Keep the text of the data exactly as it is and omit each picture from the copy.

══ Dataset entries

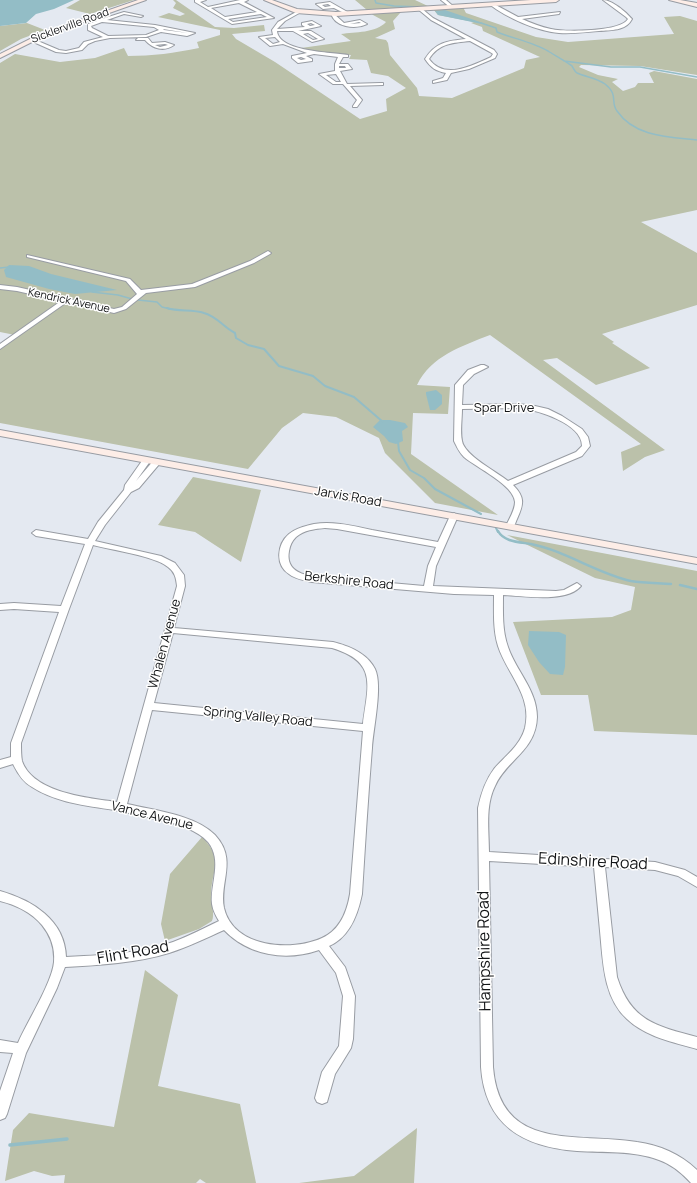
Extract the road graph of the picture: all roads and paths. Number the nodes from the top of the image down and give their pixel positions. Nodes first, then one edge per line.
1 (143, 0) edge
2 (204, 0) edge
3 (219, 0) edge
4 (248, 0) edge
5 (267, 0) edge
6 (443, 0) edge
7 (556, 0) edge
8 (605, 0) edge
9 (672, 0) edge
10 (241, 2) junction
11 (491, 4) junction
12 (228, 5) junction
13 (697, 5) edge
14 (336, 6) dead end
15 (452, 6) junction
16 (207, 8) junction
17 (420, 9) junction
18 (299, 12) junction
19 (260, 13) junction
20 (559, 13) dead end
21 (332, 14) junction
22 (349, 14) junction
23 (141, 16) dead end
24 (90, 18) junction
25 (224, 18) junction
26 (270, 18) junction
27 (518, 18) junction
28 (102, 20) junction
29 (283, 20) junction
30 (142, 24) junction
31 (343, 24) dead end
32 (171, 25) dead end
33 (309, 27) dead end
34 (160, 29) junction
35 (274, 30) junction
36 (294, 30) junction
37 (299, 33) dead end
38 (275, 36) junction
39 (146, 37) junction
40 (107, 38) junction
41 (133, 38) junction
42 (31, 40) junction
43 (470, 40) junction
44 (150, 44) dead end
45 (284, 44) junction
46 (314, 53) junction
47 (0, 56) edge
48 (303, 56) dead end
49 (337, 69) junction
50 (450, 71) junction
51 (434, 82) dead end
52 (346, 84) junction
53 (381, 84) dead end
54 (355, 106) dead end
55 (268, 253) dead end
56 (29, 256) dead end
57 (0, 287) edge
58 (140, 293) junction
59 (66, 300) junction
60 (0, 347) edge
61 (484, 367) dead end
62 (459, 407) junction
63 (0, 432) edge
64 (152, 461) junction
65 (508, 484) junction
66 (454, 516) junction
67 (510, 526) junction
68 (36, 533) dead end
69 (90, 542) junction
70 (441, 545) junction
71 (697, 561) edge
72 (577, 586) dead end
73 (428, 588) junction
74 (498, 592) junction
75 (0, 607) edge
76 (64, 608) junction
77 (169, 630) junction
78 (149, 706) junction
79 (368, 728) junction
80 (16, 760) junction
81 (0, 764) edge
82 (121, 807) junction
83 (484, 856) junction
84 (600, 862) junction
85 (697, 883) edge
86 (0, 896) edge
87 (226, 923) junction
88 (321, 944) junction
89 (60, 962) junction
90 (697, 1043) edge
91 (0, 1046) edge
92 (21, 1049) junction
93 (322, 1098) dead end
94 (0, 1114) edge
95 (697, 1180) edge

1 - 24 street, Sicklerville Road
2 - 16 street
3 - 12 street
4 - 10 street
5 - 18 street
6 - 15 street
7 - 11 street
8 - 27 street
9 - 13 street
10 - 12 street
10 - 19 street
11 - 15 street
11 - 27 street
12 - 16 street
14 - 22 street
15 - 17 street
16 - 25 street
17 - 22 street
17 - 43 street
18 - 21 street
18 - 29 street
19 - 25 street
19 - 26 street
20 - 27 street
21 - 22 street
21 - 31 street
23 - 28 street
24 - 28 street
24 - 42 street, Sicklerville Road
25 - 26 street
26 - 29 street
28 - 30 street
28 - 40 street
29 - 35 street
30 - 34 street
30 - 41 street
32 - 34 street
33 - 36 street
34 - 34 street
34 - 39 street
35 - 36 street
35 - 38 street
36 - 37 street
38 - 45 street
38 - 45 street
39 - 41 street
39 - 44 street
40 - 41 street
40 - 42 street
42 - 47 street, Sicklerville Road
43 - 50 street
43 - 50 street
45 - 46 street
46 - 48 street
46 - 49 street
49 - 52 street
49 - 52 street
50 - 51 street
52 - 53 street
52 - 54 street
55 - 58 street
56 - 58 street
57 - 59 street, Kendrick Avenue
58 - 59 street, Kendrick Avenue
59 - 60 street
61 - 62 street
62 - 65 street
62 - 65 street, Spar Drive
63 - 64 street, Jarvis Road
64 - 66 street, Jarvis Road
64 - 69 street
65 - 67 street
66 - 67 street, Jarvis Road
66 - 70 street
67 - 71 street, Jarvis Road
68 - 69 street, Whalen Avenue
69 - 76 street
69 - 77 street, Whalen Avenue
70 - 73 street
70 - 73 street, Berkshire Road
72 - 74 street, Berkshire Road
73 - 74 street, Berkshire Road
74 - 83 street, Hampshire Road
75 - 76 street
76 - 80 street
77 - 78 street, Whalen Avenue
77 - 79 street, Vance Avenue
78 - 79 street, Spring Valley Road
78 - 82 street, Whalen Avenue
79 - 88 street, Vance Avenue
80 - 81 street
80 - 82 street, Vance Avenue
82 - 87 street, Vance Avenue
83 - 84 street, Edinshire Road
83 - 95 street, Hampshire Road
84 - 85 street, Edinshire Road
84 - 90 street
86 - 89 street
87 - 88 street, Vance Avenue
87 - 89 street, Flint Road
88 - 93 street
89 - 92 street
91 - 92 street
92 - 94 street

════

*Expected answer*:
Extract the road graph of the picture: all roads and paths. Number the nodes from the top of the image down and give their pixel positions. Nodes first, then one edge per line.
1 (143, 0) edge
2 (204, 0) edge
3 (219, 0) edge
4 (248, 0) edge
5 (267, 0) edge
6 (443, 0) edge
7 (556, 0) edge
8 (605, 0) edge
9 (672, 0) edge
10 (241, 2) junction
11 (491, 4) junction
12 (228, 5) junction
13 (697, 5) edge
14 (336, 6) dead end
15 (452, 6) junction
16 (207, 8) junction
17 (420, 9) junction
18 (299, 12) junction
19 (260, 13) junction
20 (559, 13) dead end
21 (332, 14) junction
22 (349, 14) junction
23 (141, 16) dead end
24 (90, 18) junction
25 (224, 18) junction
26 (270, 18) junction
27 (518, 18) junction
28 (102, 20) junction
29 (283, 20) junction
30 (142, 24) junction
31 (343, 24) dead end
32 (171, 25) dead end
33 (309, 27) dead end
34 (160, 29) junction
35 (274, 30) junction
36 (294, 30) junction
37 (299, 33) dead end
38 (275, 36) junction
39 (146, 37) junction
40 (107, 38) junction
41 (133, 38) junction
42 (31, 40) junction
43 (470, 40) junction
44 (150, 44) dead end
45 (284, 44) junction
46 (314, 53) junction
47 (0, 56) edge
48 (303, 56) dead end
49 (337, 69) junction
50 (450, 71) junction
51 (434, 82) dead end
52 (346, 84) junction
53 (381, 84) dead end
54 (355, 106) dead end
55 (268, 253) dead end
56 (29, 256) dead end
57 (0, 287) edge
58 (140, 293) junction
59 (66, 300) junction
60 (0, 347) edge
61 (484, 367) dead end
62 (459, 407) junction
63 (0, 432) edge
64 (152, 461) junction
65 (508, 484) junction
66 (454, 516) junction
67 (510, 526) junction
68 (36, 533) dead end
69 (90, 542) junction
70 (441, 545) junction
71 (697, 561) edge
72 (577, 586) dead end
73 (428, 588) junction
74 (498, 592) junction
75 (0, 607) edge
76 (64, 608) junction
77 (169, 630) junction
78 (149, 706) junction
79 (368, 728) junction
80 (16, 760) junction
81 (0, 764) edge
82 (121, 807) junction
83 (484, 856) junction
84 (600, 862) junction
85 (697, 883) edge
86 (0, 896) edge
87 (226, 923) junction
88 (321, 944) junction
89 (60, 962) junction
90 (697, 1043) edge
91 (0, 1046) edge
92 (21, 1049) junction
93 (322, 1098) dead end
94 (0, 1114) edge
95 (697, 1180) edge

1 - 24 street, Sicklerville Road
2 - 16 street
3 - 12 street
4 - 10 street
5 - 18 street
6 - 15 street
7 - 11 street
8 - 27 street
9 - 13 street
10 - 12 street
10 - 19 street
11 - 15 street
11 - 27 street
12 - 16 street
14 - 22 street
15 - 17 street
16 - 25 street
17 - 22 street
17 - 43 street
18 - 21 street
18 - 29 street
19 - 25 street
19 - 26 street
20 - 27 street
21 - 22 street
21 - 31 street
23 - 28 street
24 - 28 street
24 - 42 street, Sicklerville Road
25 - 26 street
26 - 29 street
28 - 30 street
28 - 40 street
29 - 35 street
30 - 34 street
30 - 41 street
32 - 34 street
33 - 36 street
34 - 34 street
34 - 39 street
35 - 36 street
35 - 38 street
36 - 37 street
38 - 45 street
38 - 45 street
39 - 41 street
39 - 44 street
40 - 41 street
40 - 42 street
42 - 47 street, Sicklerville Road
43 - 50 street
43 - 50 street
45 - 46 street
46 - 48 street
46 - 49 street
49 - 52 street
49 - 52 street
50 - 51 street
52 - 53 street
52 - 54 street
55 - 58 street
56 - 58 street
57 - 59 street, Kendrick Avenue
58 - 59 street, Kendrick Avenue
59 - 60 street
61 - 62 street
62 - 65 street
62 - 65 street, Spar Drive
63 - 64 street, Jarvis Road
64 - 66 street, Jarvis Road
64 - 69 street
65 - 67 street
66 - 67 street, Jarvis Road
66 - 70 street
67 - 71 street, Jarvis Road
68 - 69 street, Whalen Avenue
69 - 76 street
69 - 77 street, Whalen Avenue
70 - 73 street
70 - 73 street, Berkshire Road
72 - 74 street, Berkshire Road
73 - 74 street, Berkshire Road
74 - 83 street, Hampshire Road
75 - 76 street
76 - 80 street
77 - 78 street, Whalen Avenue
77 - 79 street, Vance Avenue
78 - 79 street, Spring Valley Road
78 - 82 street, Whalen Avenue
79 - 88 street, Vance Avenue
80 - 81 street
80 - 82 street, Vance Avenue
82 - 87 street, Vance Avenue
83 - 84 street, Edinshire Road
83 - 95 street, Hampshire Road
84 - 85 street, Edinshire Road
84 - 90 street
86 - 89 street
87 - 88 street, Vance Avenue
87 - 89 street, Flint Road
88 - 93 street
89 - 92 street
91 - 92 street
92 - 94 street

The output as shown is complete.